**INPUT DATA**
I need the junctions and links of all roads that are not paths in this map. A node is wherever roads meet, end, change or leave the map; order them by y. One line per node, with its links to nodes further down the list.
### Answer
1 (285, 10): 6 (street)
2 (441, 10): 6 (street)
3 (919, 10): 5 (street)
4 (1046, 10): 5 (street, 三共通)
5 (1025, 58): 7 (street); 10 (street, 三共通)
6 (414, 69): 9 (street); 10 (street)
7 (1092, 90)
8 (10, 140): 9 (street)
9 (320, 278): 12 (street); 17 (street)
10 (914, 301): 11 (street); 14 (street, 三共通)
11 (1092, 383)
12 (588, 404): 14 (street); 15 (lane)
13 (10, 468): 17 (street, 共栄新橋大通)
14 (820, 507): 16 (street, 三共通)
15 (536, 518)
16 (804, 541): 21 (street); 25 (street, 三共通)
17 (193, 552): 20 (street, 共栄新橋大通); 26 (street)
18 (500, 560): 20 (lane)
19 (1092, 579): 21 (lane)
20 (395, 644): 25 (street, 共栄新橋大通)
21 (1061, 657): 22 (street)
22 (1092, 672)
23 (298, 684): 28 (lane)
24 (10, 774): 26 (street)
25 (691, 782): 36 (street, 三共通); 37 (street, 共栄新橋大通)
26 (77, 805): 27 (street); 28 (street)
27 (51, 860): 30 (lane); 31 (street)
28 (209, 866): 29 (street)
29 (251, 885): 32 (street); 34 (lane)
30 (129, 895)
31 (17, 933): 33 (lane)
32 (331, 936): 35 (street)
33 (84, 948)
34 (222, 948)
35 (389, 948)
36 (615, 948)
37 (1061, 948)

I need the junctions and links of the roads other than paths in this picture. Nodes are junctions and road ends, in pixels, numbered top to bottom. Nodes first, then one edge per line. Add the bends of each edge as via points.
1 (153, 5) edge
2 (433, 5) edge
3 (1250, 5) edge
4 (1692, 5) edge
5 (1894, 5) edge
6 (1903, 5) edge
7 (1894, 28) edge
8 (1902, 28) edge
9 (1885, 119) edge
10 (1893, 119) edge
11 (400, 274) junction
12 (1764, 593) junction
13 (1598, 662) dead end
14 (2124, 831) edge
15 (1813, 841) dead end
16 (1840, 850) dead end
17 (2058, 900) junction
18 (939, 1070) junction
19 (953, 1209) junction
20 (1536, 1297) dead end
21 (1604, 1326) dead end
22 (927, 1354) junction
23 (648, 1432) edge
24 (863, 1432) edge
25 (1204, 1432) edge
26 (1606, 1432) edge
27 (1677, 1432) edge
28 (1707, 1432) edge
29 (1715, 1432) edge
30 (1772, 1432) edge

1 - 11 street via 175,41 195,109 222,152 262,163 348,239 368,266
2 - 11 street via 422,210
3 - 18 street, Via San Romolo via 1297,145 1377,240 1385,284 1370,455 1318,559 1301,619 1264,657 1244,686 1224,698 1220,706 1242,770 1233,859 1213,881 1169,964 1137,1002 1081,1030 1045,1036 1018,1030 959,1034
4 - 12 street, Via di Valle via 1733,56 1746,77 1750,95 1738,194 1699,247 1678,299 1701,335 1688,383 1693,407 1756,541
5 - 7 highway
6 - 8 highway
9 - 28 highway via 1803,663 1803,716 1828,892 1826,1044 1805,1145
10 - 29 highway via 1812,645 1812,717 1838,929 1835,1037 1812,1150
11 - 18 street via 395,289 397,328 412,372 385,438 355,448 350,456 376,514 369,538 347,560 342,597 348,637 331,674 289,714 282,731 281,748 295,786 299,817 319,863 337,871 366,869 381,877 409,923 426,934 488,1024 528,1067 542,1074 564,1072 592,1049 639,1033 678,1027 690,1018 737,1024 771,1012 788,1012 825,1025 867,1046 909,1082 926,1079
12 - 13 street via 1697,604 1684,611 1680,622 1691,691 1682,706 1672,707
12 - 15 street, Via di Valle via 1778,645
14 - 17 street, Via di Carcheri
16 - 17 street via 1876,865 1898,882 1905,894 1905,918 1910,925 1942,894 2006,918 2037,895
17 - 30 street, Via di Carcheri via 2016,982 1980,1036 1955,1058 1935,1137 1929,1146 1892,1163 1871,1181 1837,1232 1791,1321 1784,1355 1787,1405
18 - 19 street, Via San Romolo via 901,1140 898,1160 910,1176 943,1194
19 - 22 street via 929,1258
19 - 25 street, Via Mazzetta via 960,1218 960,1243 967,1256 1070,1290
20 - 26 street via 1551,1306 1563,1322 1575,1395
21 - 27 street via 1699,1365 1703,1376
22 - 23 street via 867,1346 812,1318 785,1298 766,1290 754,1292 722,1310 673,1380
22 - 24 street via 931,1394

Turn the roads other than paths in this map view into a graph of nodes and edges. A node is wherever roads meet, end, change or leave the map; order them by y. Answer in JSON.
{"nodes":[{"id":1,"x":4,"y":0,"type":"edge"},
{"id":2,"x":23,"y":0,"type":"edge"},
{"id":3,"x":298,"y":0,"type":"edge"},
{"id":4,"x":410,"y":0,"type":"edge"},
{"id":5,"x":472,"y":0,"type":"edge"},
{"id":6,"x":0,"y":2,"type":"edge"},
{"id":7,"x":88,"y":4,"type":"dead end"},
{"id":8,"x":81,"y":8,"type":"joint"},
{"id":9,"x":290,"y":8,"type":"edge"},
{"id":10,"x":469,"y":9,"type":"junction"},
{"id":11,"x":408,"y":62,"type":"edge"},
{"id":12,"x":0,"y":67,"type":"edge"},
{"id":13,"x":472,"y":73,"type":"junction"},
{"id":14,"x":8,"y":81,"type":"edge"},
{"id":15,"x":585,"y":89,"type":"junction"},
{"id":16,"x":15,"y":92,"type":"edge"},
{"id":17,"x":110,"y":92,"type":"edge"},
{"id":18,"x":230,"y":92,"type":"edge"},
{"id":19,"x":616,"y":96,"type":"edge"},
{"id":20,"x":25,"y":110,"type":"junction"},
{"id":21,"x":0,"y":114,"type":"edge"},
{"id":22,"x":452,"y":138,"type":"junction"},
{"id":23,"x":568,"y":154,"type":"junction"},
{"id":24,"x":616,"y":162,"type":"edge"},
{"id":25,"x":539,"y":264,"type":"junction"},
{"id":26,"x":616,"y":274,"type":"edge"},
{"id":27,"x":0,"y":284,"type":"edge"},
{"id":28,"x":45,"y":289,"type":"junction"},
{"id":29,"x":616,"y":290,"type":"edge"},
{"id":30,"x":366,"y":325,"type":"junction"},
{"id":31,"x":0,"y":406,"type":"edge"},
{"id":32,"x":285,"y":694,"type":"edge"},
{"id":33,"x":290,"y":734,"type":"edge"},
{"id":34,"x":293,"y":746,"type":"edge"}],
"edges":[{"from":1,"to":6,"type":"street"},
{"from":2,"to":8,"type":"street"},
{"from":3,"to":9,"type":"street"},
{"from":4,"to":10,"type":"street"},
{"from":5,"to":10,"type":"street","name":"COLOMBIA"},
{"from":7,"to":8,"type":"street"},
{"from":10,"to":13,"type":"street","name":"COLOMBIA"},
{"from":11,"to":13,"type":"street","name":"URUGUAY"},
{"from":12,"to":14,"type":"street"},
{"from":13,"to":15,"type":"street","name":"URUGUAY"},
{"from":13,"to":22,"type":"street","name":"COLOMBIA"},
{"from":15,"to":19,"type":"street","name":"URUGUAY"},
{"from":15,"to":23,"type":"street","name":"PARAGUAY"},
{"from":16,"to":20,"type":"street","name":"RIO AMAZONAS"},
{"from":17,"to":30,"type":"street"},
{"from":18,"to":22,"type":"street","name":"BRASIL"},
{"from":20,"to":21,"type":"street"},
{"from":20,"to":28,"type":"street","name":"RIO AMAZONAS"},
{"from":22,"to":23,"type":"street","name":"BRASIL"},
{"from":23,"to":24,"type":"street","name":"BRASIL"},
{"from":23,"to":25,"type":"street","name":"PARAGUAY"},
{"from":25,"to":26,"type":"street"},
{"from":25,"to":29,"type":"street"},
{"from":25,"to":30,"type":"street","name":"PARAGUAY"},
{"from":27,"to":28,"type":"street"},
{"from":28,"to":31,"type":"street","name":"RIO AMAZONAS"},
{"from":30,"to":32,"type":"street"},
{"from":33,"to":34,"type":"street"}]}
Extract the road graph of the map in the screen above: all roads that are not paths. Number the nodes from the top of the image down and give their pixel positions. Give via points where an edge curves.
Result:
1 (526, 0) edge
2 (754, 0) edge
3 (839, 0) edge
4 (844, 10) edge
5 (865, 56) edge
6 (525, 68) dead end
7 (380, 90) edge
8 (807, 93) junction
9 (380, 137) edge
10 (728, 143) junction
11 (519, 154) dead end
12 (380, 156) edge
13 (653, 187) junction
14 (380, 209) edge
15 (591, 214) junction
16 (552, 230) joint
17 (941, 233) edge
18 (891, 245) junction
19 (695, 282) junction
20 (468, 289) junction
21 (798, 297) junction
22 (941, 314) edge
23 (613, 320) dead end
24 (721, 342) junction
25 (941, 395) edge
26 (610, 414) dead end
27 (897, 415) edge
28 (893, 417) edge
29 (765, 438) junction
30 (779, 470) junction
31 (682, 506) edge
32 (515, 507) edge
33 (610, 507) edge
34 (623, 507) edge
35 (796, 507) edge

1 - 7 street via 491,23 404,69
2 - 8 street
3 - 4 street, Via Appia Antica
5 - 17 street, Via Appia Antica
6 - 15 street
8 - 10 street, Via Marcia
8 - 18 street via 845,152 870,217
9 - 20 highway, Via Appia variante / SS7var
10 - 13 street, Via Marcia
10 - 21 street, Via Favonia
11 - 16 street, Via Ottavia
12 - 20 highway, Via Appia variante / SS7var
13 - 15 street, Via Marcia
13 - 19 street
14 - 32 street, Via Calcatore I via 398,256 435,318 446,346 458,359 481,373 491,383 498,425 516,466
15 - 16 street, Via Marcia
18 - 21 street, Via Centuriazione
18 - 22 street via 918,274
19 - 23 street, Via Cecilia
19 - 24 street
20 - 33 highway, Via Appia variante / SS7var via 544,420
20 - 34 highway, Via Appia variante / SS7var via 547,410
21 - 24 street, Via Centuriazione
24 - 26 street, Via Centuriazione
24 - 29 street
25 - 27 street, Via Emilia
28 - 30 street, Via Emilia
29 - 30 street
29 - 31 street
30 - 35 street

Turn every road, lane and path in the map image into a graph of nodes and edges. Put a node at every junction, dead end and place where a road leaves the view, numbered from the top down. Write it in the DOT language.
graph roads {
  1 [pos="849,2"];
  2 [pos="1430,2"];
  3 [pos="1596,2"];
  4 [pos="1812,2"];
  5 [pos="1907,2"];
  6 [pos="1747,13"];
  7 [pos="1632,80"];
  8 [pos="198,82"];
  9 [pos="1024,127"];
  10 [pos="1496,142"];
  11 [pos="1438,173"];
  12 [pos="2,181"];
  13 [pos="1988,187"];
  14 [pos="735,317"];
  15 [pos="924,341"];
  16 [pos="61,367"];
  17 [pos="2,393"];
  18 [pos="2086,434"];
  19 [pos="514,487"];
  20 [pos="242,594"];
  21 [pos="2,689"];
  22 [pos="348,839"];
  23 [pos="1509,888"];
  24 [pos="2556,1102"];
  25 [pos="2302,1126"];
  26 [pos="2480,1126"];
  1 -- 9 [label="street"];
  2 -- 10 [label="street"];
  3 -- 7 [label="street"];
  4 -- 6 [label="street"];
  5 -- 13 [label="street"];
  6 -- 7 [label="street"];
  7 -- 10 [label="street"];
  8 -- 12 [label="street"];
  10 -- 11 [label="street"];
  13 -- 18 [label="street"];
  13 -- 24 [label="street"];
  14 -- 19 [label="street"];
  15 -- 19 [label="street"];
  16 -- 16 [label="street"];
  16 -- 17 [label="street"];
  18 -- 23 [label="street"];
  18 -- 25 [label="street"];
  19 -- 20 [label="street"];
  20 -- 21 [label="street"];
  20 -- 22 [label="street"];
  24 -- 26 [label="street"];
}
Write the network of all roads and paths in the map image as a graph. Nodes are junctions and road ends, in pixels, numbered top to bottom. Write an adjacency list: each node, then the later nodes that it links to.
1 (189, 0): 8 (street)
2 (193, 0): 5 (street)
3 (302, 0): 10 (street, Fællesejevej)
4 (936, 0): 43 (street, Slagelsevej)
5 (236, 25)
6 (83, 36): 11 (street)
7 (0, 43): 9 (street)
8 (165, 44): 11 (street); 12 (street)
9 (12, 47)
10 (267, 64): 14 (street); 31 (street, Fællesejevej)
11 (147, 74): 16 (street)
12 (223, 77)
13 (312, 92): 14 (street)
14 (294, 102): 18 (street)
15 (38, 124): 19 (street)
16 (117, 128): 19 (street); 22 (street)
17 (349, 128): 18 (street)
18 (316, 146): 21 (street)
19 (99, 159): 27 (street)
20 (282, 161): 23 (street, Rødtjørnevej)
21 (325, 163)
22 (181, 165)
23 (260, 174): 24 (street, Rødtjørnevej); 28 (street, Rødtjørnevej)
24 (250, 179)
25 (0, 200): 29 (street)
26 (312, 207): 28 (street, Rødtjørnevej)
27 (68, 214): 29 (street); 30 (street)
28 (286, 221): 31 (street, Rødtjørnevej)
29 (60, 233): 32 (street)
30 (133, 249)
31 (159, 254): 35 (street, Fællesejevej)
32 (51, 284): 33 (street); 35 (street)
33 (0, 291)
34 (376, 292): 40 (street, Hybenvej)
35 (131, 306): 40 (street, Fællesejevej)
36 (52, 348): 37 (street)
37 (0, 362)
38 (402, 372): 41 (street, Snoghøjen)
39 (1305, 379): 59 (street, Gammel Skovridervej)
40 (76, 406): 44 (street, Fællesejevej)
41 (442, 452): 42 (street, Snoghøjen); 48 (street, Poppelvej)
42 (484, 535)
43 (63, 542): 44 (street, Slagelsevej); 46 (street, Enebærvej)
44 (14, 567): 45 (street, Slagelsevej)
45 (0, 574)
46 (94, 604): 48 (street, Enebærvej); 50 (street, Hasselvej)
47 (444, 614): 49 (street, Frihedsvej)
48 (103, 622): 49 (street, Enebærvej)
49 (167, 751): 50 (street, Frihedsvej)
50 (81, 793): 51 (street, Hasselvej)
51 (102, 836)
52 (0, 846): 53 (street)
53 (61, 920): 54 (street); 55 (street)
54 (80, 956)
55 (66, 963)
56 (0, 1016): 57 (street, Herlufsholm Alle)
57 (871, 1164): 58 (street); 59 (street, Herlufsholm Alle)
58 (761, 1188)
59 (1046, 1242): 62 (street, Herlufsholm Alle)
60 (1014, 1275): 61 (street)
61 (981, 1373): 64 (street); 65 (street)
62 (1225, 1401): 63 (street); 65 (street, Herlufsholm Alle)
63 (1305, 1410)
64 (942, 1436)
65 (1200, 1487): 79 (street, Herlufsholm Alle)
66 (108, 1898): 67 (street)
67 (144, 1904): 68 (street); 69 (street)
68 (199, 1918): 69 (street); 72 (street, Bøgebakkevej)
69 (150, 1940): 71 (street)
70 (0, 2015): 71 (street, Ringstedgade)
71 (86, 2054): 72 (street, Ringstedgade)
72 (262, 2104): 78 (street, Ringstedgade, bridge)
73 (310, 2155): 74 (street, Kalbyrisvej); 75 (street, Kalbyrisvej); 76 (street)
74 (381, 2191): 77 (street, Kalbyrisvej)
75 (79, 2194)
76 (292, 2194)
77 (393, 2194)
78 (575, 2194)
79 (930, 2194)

**TASK TO COMPLETE**
Where a line of the data contains "Antica", copy that line.

**RESULT**
3 - 4 street, Via Appia Antica
5 - 17 street, Via Appia Antica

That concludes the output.